Lines to return, exactly: from the line with "ring pip: (1167, 545)" to the line with "pinky tip: (1105, 594)" in the entries below, both included.

◆ Exercise input:
□ □ □ □ □ □ □

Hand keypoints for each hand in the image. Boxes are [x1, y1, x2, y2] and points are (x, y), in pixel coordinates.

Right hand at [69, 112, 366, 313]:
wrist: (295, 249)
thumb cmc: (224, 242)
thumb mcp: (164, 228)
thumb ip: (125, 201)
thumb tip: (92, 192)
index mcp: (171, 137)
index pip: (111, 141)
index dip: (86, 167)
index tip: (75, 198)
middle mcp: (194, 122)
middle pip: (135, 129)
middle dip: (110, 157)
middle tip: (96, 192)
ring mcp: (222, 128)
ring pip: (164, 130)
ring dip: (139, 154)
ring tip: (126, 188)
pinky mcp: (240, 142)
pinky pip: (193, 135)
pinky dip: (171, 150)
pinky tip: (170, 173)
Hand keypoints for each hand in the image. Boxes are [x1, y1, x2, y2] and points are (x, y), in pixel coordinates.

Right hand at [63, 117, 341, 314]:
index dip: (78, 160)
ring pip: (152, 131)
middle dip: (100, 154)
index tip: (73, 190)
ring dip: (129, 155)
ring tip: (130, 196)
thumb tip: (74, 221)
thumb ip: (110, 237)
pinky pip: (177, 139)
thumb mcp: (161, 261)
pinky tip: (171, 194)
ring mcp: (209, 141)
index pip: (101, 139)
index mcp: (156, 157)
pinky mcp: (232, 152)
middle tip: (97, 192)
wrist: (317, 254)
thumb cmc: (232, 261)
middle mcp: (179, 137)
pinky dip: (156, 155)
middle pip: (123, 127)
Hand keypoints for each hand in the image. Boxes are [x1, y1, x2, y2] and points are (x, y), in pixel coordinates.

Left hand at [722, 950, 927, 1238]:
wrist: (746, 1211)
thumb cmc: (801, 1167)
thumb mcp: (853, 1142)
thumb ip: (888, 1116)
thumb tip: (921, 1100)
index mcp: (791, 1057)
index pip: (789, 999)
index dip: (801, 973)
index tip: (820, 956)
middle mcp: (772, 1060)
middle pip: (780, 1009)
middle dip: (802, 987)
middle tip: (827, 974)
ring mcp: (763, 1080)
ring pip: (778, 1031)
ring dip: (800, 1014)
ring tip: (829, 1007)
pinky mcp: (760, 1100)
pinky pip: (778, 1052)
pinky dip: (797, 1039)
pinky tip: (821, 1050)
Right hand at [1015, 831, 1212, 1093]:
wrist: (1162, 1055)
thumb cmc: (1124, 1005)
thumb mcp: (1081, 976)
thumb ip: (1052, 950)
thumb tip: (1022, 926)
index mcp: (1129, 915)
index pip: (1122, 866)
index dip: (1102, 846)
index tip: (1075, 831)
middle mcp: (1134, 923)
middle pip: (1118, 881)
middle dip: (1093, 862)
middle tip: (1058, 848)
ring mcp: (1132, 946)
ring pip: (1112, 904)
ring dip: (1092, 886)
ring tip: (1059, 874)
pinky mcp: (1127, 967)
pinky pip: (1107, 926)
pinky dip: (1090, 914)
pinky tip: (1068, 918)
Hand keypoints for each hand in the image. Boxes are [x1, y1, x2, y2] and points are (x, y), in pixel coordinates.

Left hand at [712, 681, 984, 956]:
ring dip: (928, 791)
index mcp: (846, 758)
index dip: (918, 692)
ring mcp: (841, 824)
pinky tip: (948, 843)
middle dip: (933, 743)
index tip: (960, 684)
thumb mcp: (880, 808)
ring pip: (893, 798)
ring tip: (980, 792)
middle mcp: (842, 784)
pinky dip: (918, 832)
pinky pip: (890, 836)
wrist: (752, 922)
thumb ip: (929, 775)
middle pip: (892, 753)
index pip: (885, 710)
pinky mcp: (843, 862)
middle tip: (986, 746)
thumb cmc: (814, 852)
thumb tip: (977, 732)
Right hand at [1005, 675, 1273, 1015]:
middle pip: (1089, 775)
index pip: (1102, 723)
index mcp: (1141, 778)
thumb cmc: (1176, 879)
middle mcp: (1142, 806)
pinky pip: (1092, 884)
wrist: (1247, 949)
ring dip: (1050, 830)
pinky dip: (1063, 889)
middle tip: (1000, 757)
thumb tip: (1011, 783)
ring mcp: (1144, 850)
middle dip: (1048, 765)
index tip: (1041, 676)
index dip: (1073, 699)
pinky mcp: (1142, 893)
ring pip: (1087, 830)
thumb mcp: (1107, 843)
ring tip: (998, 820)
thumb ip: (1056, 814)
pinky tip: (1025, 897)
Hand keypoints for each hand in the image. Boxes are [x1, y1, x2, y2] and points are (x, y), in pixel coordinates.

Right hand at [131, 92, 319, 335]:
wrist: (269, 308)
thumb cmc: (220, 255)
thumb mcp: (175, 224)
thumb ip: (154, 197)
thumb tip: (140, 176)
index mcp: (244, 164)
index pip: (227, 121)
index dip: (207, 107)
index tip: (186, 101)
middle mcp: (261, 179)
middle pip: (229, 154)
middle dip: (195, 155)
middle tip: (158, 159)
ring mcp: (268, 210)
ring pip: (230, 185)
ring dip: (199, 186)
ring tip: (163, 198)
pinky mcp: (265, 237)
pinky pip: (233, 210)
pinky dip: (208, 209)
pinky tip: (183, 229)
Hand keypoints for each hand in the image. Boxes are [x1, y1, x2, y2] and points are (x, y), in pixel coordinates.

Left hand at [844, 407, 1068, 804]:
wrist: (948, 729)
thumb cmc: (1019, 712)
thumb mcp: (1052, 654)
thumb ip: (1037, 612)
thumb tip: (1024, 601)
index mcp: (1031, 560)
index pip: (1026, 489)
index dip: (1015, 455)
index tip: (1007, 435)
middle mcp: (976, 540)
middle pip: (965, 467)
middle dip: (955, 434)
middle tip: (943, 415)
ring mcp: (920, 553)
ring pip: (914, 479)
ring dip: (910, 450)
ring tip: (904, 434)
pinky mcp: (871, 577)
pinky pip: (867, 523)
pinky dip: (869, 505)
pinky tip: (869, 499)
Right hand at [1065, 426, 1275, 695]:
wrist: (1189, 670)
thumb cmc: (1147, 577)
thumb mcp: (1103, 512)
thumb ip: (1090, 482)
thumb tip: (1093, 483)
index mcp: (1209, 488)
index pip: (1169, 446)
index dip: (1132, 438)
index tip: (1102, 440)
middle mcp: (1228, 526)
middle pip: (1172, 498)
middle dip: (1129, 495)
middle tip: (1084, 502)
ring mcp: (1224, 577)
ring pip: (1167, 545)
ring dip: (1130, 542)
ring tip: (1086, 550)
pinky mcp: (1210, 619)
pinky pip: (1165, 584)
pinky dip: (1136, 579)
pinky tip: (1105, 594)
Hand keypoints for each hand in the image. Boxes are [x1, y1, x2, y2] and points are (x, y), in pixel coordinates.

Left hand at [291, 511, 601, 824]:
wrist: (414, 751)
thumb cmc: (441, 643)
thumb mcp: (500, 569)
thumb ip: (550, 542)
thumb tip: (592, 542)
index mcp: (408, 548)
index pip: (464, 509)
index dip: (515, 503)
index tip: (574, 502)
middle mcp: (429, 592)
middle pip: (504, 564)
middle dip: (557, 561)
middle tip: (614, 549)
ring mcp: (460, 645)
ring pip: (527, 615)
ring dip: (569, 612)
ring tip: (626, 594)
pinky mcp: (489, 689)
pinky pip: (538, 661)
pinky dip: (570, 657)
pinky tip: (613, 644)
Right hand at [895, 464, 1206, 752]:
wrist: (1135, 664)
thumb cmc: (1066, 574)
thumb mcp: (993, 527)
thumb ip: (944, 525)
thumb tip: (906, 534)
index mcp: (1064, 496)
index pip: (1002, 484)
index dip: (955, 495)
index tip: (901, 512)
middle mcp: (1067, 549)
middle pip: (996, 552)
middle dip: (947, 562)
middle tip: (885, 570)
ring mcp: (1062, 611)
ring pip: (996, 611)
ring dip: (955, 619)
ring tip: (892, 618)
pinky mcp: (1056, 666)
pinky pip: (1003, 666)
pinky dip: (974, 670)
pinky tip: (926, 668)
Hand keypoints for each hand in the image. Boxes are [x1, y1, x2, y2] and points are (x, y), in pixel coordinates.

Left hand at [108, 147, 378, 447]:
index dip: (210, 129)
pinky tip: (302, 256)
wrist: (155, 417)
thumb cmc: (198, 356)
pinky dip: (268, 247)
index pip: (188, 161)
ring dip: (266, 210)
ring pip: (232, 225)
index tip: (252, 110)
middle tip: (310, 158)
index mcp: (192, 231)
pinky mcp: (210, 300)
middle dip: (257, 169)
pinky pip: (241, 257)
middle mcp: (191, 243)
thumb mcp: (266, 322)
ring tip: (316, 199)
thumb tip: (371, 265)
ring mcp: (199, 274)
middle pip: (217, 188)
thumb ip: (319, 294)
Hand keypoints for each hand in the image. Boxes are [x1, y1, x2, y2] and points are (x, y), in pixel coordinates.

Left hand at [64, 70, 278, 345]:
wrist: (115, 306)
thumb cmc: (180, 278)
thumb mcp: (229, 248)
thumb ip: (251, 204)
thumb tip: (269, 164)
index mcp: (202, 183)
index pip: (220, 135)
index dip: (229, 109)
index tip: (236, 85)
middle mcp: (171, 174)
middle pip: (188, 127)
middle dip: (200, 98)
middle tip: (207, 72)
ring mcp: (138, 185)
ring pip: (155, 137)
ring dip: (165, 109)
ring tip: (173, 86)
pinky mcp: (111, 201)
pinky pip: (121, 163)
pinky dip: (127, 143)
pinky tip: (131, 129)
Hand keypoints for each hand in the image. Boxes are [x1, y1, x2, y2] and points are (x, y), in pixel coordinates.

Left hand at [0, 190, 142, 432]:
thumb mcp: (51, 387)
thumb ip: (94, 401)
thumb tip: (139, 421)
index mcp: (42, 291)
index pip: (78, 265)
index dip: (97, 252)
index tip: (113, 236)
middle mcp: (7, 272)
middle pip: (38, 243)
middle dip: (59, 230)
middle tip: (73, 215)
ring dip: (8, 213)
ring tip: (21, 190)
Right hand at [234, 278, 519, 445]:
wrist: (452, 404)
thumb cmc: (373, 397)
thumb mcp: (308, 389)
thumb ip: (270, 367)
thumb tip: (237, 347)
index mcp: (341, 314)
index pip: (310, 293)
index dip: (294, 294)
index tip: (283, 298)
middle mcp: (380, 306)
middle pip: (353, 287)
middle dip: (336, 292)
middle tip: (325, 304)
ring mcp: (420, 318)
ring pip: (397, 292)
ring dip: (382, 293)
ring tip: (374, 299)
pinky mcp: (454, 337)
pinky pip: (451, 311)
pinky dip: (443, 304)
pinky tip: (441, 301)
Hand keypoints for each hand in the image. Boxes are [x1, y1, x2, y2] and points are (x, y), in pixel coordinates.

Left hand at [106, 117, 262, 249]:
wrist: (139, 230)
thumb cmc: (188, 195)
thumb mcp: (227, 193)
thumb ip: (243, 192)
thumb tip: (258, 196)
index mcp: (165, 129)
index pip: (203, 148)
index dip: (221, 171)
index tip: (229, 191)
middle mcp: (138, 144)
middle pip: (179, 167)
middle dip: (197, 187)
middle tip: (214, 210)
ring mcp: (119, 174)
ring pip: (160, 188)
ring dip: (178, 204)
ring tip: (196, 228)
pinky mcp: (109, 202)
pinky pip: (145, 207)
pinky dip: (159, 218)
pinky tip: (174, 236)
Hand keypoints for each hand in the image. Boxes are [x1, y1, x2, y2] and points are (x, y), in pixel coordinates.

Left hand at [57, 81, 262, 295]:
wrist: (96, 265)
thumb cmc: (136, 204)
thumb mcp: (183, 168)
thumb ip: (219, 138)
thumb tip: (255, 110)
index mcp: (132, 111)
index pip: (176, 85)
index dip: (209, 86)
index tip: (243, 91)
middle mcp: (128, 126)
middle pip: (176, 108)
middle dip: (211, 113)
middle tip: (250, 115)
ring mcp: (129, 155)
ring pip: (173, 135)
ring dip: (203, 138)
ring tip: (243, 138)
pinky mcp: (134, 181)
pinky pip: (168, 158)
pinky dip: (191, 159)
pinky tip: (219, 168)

□ □ □ □ □ □ □

◆ Answer to the exercise:
ring pip: (1167, 545)
ring dip: (1130, 542)
ring tip: (1086, 550)
pinky mcp: (1210, 619)
pinky pip: (1165, 584)
pinky dip: (1136, 579)
pinky tip: (1105, 594)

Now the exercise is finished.